<h1 style=\"text-align: center; font-size: 50px;\">🚫 Spam Detection and NLP (Natural Language Processing) with Python </h1>
This notebook shows how to detect spam using Natural Language Processing (NPL)

## Notebook Overview
- Imports
- Configurations
- Loading Data
- Exploratory Data Analysis
- Text Pre-processing
- Vectorization
- Training a model
- Model Evaluation
- Train Test Split
- Creating a Data Pipeline
- Logging Model to MLflow
- Fetching the Latest Model Version from MLflow
- Loading the Model and Running Inference

## Imports

In [None]:
%pip install nltk

In [None]:
# ------------------------ System Utilities ------------------------
import warnings
import logging
from pathlib import Path

# ------------------------ Data Manipulation ------------------------
import pandas as pd

# ------------------------ Data Visualization ------------------------
import matplotlib.pyplot as plt
import seaborn as sns

# ------------------------ Text Preprocessing ------------------------
import string
import nltk
nltk.download('stopwords')
from nltk.corpus import stopwords

# ------------------------ Machine Learning tools ------------------------
from sklearn.feature_extraction.text import CountVectorizer
from sklearn.feature_extraction.text import TfidfTransformer
from sklearn.naive_bayes import MultinomialNB
from sklearn.metrics import classification_report
from sklearn.model_selection import train_test_split
from sklearn.pipeline import Pipeline

# ------------------------ MLflow for Experiment Tracking and Model Management ------------------------
import mlflow
from mlflow import MlflowClient
from mlflow.models.signature import ModelSignature
from mlflow.types.schema import Schema, ColSpec

## Configurations

In [None]:
# Suppress Python warnings
warnings.filterwarnings("ignore")

In [None]:
# Create logger
logger = logging.getLogger("nlp_logger")
logger.setLevel(logging.INFO)

formatter = logging.Formatter("%(asctime)s - %(levelname)s - %(message)s", 
                              datefmt="%Y-%m-%d %H:%M:%S")  

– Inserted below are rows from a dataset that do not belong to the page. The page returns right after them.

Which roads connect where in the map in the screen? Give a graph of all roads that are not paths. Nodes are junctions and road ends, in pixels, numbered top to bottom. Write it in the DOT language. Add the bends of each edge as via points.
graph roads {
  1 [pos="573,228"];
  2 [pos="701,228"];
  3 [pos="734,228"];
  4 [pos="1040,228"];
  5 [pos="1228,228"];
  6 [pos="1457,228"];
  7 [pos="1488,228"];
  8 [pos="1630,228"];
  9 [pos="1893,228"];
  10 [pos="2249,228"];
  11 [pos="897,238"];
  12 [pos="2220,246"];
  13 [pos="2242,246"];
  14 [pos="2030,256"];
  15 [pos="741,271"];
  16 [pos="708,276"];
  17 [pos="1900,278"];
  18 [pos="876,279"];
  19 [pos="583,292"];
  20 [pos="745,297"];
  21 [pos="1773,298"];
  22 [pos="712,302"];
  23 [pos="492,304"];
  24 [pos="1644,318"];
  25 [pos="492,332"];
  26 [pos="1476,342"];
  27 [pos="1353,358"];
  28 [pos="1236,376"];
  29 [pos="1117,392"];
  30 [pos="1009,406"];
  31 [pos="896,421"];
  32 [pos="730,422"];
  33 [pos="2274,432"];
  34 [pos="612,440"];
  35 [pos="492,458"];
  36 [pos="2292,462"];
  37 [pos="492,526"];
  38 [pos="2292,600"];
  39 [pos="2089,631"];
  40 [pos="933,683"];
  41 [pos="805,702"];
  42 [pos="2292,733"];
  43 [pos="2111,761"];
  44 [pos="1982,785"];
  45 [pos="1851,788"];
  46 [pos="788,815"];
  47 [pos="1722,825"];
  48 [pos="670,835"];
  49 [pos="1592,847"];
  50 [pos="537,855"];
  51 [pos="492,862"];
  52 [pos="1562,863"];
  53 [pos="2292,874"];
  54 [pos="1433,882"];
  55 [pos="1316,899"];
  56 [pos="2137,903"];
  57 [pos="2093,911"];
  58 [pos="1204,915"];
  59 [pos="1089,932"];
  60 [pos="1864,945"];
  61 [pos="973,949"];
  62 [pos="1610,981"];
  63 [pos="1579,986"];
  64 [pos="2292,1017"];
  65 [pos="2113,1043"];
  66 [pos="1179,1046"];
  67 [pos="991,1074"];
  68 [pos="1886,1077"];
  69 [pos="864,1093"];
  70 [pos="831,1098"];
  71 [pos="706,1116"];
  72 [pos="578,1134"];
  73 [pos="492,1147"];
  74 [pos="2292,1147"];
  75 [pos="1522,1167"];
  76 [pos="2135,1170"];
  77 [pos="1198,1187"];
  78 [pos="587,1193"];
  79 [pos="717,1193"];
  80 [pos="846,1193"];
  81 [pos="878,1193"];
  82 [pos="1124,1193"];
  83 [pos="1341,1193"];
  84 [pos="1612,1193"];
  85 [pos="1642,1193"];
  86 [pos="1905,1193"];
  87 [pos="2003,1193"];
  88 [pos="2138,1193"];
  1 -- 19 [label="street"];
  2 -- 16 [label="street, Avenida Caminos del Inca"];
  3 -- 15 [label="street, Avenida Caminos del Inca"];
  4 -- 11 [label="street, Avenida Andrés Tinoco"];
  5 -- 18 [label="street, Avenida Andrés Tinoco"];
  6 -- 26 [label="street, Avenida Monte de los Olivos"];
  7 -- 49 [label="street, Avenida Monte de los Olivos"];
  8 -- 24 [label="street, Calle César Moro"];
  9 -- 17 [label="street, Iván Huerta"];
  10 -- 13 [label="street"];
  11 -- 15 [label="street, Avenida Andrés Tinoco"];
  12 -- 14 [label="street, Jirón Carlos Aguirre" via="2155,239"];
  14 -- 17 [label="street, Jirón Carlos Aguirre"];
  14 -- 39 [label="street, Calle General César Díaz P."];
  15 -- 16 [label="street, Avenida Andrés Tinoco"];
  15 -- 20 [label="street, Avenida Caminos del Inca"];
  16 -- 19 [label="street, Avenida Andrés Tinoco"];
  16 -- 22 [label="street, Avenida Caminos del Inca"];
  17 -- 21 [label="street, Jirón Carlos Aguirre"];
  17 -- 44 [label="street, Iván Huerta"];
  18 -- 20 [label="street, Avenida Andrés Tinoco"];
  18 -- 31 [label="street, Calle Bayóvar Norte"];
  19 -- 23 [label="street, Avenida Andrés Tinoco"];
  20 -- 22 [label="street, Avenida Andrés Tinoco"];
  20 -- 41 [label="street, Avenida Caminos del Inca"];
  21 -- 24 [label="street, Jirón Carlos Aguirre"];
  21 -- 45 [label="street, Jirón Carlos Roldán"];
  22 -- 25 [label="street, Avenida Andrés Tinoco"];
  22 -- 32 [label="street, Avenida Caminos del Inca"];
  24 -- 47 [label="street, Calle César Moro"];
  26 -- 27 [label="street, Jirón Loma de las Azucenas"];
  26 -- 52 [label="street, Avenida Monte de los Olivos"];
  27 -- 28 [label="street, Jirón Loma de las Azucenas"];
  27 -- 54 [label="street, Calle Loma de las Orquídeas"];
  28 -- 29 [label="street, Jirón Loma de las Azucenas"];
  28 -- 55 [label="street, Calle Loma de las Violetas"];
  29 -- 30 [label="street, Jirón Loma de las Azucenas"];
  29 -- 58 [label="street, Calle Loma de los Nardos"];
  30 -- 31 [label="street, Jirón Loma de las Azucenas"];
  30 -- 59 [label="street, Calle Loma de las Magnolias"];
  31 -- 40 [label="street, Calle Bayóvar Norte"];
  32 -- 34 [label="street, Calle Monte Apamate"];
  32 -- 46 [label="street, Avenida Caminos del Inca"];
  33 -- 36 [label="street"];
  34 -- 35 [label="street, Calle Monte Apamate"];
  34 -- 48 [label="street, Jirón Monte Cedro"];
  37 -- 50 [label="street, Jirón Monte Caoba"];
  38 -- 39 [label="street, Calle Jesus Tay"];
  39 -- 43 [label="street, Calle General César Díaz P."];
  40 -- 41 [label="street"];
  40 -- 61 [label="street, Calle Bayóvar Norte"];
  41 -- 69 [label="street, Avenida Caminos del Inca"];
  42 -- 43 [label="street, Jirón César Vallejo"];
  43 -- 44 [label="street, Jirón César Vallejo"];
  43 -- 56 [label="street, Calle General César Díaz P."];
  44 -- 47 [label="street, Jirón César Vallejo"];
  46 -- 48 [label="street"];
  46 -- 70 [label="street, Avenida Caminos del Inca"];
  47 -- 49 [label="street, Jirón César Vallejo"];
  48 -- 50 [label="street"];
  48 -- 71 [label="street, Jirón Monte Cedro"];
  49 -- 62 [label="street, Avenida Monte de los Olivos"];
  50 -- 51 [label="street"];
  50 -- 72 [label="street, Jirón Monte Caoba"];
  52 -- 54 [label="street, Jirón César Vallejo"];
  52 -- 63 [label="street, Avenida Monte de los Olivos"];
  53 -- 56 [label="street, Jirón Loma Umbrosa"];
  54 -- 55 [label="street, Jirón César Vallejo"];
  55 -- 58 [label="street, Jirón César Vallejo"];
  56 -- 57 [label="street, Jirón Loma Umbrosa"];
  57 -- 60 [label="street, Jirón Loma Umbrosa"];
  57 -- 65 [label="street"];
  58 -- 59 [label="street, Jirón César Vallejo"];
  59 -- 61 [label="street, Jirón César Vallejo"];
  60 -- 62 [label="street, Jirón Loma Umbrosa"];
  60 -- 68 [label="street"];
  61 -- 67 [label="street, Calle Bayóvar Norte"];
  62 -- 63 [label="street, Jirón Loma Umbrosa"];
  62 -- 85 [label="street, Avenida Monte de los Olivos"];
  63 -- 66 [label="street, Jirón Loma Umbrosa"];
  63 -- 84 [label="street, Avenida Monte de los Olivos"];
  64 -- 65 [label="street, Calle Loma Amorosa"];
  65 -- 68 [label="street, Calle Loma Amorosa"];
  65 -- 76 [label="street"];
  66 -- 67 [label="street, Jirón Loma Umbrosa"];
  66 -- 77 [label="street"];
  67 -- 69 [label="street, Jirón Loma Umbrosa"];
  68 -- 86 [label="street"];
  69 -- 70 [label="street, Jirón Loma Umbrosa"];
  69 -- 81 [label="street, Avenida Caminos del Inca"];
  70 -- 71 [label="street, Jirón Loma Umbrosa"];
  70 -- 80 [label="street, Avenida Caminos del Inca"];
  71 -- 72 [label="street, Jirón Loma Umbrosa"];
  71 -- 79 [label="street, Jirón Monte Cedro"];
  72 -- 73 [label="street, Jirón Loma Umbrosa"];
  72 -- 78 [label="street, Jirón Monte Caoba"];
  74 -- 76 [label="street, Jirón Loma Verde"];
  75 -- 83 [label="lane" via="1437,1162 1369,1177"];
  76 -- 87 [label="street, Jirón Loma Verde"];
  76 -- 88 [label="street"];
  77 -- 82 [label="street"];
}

stream_handler = logging.StreamHandler()
stream_handler.setFormatter(formatter)
logger.addHandler(stream_handler)
logger.propagate = False

In [None]:
# ------------------------- Paths -------------------------
DATA_PATH = '/home/jovyan/datafabric/tutorial/spam_utf8.csv'

# ------------------------ MLflow Integration ------------------------
EXPERIMENT_NAME = "Spam_Detection_Experiment"
RUN_NAME = "Spam_Detection_Run"
MODEL_NAME = "Spam_Detection_Model"

## Verify Assets

In [None]:
# Check whether the Dataset file exists
is_dataset_available = Path(DATA_PATH).exists()

# Log the configuration status of the dataset
if is_dataset_available:
    logger.info("The Dataset is properly configured.")
else:
    logger.info(
        "The Dataset is not properly configured. Please create and download the required assets "
        "in your project on AI Studio."
    )

## Loading Data

In [None]:
messages = [line.rstrip() for line in open(DATA_PATH)]
logger.info(len(messages))

In [None]:
for message_no, message in enumerate(messages[:3]):
    logger.info(message_no, message)
    logger.info('\n')

In [None]:
messages = pd.read_csv(DATA_PATH, sep=',',
                           names=["label", "message", "v3", "v4", "v5"])
messages.head()

## Exploratory Data Analysis

In [None]:
messages.describe()

In [None]:
messages.groupby('label').describe()

In [None]:
messages['length'] = messages['message'].apply(len)
messages.head()

In [None]:
messages

### Data Visualization

In [None]:
messages['length'].plot(bins=50, kind='hist');

In [None]:
messages.length.describe()

In [None]:
messages.hist(column='length', by='label', bins=50,figsize=(12,4));

## Text Pre-processing

In [None]:
mess = 'Sample message! Notice: it has punctuation.'

# Check characters to see if they are in punctuation
nopunc = [char for char in mess if char not in string.punctuation]

# Join the characters again to form the string.
nopunc = ''.join(nopunc)

In [None]:
stopwords.words('english')[0:10] # Show some stop words

In [None]:
nopunc.split()

In [None]:
# Now just remove any stopwords
clean_mess = [word for word in nopunc.split() if word.lower() not in stopwords.words('english')]

In [None]:
clean_mess

In [None]:
def text_process(mess):
    """
    Takes in a string of text, then performs the following:
    1. Remove all punctuation
    2. Remove all stopwords
    3. Returns a list of the cleaned text
    """
    # Check characters to see if they are in punctuation
    nopunc = [char for char in mess if char not in string.punctuation]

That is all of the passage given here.